**TASK DESCRIPTION**
With every line kept intact, print the entries that appear below.

**STORED DATA**
_ _ _
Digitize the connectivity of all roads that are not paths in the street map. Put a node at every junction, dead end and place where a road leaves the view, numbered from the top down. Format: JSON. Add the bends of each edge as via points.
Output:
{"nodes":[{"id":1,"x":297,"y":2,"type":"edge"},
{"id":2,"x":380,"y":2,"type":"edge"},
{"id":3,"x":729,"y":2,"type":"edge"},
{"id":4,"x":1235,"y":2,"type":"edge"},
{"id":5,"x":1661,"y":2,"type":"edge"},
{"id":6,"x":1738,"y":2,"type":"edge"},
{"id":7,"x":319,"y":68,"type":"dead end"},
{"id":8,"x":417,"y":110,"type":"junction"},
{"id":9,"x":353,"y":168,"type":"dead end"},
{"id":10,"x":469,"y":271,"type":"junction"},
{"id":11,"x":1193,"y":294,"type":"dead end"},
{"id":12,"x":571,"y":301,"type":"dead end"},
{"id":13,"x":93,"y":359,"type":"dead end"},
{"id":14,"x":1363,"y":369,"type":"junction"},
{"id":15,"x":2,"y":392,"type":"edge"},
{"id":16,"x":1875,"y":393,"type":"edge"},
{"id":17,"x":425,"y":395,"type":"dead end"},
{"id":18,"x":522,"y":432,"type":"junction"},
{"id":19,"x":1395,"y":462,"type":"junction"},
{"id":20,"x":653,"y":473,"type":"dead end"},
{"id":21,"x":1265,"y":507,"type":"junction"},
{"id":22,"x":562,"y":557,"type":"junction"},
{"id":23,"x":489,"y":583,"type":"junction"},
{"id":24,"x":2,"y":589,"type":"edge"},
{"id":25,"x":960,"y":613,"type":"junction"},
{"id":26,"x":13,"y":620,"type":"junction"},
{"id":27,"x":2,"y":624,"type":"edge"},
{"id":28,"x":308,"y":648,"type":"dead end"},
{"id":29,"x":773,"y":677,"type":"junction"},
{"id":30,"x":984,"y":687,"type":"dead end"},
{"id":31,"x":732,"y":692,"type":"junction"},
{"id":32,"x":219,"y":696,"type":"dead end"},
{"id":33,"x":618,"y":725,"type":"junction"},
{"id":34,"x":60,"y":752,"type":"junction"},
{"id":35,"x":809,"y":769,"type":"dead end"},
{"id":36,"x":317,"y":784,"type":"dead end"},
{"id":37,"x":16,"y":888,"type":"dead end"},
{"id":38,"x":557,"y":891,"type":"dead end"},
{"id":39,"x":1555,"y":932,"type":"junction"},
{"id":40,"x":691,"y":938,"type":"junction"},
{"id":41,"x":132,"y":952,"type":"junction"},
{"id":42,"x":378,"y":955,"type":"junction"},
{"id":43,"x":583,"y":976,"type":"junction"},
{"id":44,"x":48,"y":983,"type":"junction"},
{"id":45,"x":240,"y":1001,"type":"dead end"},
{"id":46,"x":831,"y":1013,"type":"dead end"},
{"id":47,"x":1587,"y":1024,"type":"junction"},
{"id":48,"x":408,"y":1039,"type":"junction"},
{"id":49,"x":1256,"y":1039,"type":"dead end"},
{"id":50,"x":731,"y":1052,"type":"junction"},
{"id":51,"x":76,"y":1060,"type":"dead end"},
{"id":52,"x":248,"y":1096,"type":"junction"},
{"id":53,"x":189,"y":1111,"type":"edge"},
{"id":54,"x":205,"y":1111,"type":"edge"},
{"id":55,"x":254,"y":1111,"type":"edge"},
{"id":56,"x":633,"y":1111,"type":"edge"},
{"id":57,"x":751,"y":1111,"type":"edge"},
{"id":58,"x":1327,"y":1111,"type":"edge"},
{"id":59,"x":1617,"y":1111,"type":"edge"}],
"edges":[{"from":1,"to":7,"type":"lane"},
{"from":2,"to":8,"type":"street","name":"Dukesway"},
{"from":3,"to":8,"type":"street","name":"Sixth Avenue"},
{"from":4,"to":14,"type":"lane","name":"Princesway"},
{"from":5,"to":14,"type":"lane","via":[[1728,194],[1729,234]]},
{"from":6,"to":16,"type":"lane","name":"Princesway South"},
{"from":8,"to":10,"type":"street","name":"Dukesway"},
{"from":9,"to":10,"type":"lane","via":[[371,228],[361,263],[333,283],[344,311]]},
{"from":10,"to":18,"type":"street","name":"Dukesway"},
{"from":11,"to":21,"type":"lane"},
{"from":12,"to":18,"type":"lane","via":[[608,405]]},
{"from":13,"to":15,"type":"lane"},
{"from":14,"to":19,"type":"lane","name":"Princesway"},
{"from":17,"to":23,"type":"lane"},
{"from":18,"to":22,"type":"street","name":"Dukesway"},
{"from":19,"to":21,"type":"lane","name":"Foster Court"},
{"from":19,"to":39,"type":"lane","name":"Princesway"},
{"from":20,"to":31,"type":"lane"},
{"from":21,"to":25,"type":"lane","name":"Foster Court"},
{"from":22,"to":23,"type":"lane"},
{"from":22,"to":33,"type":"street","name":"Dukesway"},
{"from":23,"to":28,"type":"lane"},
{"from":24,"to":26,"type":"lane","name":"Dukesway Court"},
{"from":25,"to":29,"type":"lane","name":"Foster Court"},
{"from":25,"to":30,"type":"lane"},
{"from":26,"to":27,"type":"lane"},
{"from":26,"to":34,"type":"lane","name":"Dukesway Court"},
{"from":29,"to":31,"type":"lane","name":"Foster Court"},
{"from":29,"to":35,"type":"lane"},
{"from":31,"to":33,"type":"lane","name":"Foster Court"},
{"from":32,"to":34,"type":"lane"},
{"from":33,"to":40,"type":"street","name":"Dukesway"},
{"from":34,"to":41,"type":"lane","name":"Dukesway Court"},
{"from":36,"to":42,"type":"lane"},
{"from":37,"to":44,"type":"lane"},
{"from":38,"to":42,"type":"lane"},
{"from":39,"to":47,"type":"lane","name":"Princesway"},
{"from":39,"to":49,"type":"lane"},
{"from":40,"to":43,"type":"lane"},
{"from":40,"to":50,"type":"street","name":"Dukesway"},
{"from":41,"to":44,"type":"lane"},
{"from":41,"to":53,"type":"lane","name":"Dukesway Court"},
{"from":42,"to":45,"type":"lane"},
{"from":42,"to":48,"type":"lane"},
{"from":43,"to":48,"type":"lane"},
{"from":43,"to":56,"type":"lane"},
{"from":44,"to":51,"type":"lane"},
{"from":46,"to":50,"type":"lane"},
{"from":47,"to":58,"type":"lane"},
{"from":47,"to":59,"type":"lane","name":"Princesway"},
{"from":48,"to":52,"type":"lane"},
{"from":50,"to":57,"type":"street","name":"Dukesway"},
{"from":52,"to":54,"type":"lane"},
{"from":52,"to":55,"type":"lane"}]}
_ _ _
**TASK OUTPUT**
Digitize the connectivity of all roads that are not paths in the street map. Put a node at every junction, dead end and place where a road leaves the view, numbered from the top down. Format: JSON. Add the bends of each edge as via points.
Output:
{"nodes":[{"id":1,"x":297,"y":2,"type":"edge"},
{"id":2,"x":380,"y":2,"type":"edge"},
{"id":3,"x":729,"y":2,"type":"edge"},
{"id":4,"x":1235,"y":2,"type":"edge"},
{"id":5,"x":1661,"y":2,"type":"edge"},
{"id":6,"x":1738,"y":2,"type":"edge"},
{"id":7,"x":319,"y":68,"type":"dead end"},
{"id":8,"x":417,"y":110,"type":"junction"},
{"id":9,"x":353,"y":168,"type":"dead end"},
{"id":10,"x":469,"y":271,"type":"junction"},
{"id":11,"x":1193,"y":294,"type":"dead end"},
{"id":12,"x":571,"y":301,"type":"dead end"},
{"id":13,"x":93,"y":359,"type":"dead end"},
{"id":14,"x":1363,"y":369,"type":"junction"},
{"id":15,"x":2,"y":392,"type":"edge"},
{"id":16,"x":1875,"y":393,"type":"edge"},
{"id":17,"x":425,"y":395,"type":"dead end"},
{"id":18,"x":522,"y":432,"type":"junction"},
{"id":19,"x":1395,"y":462,"type":"junction"},
{"id":20,"x":653,"y":473,"type":"dead end"},
{"id":21,"x":1265,"y":507,"type":"junction"},
{"id":22,"x":562,"y":557,"type":"junction"},
{"id":23,"x":489,"y":583,"type":"junction"},
{"id":24,"x":2,"y":589,"type":"edge"},
{"id":25,"x":960,"y":613,"type":"junction"},
{"id":26,"x":13,"y":620,"type":"junction"},
{"id":27,"x":2,"y":624,"type":"edge"},
{"id":28,"x":308,"y":648,"type":"dead end"},
{"id":29,"x":773,"y":677,"type":"junction"},
{"id":30,"x":984,"y":687,"type":"dead end"},
{"id":31,"x":732,"y":692,"type":"junction"},
{"id":32,"x":219,"y":696,"type":"dead end"},
{"id":33,"x":618,"y":725,"type":"junction"},
{"id":34,"x":60,"y":752,"type":"junction"},
{"id":35,"x":809,"y":769,"type":"dead end"},
{"id":36,"x":317,"y":784,"type":"dead end"},
{"id":37,"x":16,"y":888,"type":"dead end"},
{"id":38,"x":557,"y":891,"type":"dead end"},
{"id":39,"x":1555,"y":932,"type":"junction"},
{"id":40,"x":691,"y":938,"type":"junction"},
{"id":41,"x":132,"y":952,"type":"junction"},
{"id":42,"x":378,"y":955,"type":"junction"},
{"id":43,"x":583,"y":976,"type":"junction"},
{"id":44,"x":48,"y":983,"type":"junction"},
{"id":45,"x":240,"y":1001,"type":"dead end"},
{"id":46,"x":831,"y":1013,"type":"dead end"},
{"id":47,"x":1587,"y":1024,"type":"junction"},
{"id":48,"x":408,"y":1039,"type":"junction"},
{"id":49,"x":1256,"y":1039,"type":"dead end"},
{"id":50,"x":731,"y":1052,"type":"junction"},
{"id":51,"x":76,"y":1060,"type":"dead end"},
{"id":52,"x":248,"y":1096,"type":"junction"},
{"id":53,"x":189,"y":1111,"type":"edge"},
{"id":54,"x":205,"y":1111,"type":"edge"},
{"id":55,"x":254,"y":1111,"type":"edge"},
{"id":56,"x":633,"y":1111,"type":"edge"},
{"id":57,"x":751,"y":1111,"type":"edge"},
{"id":58,"x":1327,"y":1111,"type":"edge"},
{"id":59,"x":1617,"y":1111,"type":"edge"}],
"edges":[{"from":1,"to":7,"type":"lane"},
{"from":2,"to":8,"type":"street","name":"Dukesway"},
{"from":3,"to":8,"type":"street","name":"Sixth Avenue"},
{"from":4,"to":14,"type":"lane","name":"Princesway"},
{"from":5,"to":14,"type":"lane","via":[[1728,194],[1729,234]]},
{"from":6,"to":16,"type":"lane","name":"Princesway South"},
{"from":8,"to":10,"type":"street","name":"Dukesway"},
{"from":9,"to":10,"type":"lane","via":[[371,228],[361,263],[333,283],[344,311]]},
{"from":10,"to":18,"type":"street","name":"Dukesway"},
{"from":11,"to":21,"type":"lane"},
{"from":12,"to":18,"type":"lane","via":[[608,405]]},
{"from":13,"to":15,"type":"lane"},
{"from":14,"to":19,"type":"lane","name":"Princesway"},
{"from":17,"to":23,"type":"lane"},
{"from":18,"to":22,"type":"street","name":"Dukesway"},
{"from":19,"to":21,"type":"lane","name":"Foster Court"},
{"from":19,"to":39,"type":"lane","name":"Princesway"},
{"from":20,"to":31,"type":"lane"},
{"from":21,"to":25,"type":"lane","name":"Foster Court"},
{"from":22,"to":23,"type":"lane"},
{"from":22,"to":33,"type":"street","name":"Dukesway"},
{"from":23,"to":28,"type":"lane"},
{"from":24,"to":26,"type":"lane","name":"Dukesway Court"},
{"from":25,"to":29,"type":"lane","name":"Foster Court"},
{"from":25,"to":30,"type":"lane"},
{"from":26,"to":27,"type":"lane"},
{"from":26,"to":34,"type":"lane","name":"Dukesway Court"},
{"from":29,"to":31,"type":"lane","name":"Foster Court"},
{"from":29,"to":35,"type":"lane"},
{"from":31,"to":33,"type":"lane","name":"Foster Court"},
{"from":32,"to":34,"type":"lane"},
{"from":33,"to":40,"type":"street","name":"Dukesway"},
{"from":34,"to":41,"type":"lane","name":"Dukesway Court"},
{"from":36,"to":42,"type":"lane"},
{"from":37,"to":44,"type":"lane"},
{"from":38,"to":42,"type":"lane"},
{"from":39,"to":47,"type":"lane","name":"Princesway"},
{"from":39,"to":49,"type":"lane"},
{"from":40,"to":43,"type":"lane"},
{"from":40,"to":50,"type":"street","name":"Dukesway"},
{"from":41,"to":44,"type":"lane"},
{"from":41,"to":53,"type":"lane","name":"Dukesway Court"},
{"from":42,"to":45,"type":"lane"},
{"from":42,"to":48,"type":"lane"},
{"from":43,"to":48,"type":"lane"},
{"from":43,"to":56,"type":"lane"},
{"from":44,"to":51,"type":"lane"},
{"from":46,"to":50,"type":"lane"},
{"from":47,"to":58,"type":"lane"},
{"from":47,"to":59,"type":"lane","name":"Princesway"},
{"from":48,"to":52,"type":"lane"},
{"from":50,"to":57,"type":"street","name":"Dukesway"},
{"from":52,"to":54,"type":"lane"},
{"from":52,"to":55,"type":"lane"}]}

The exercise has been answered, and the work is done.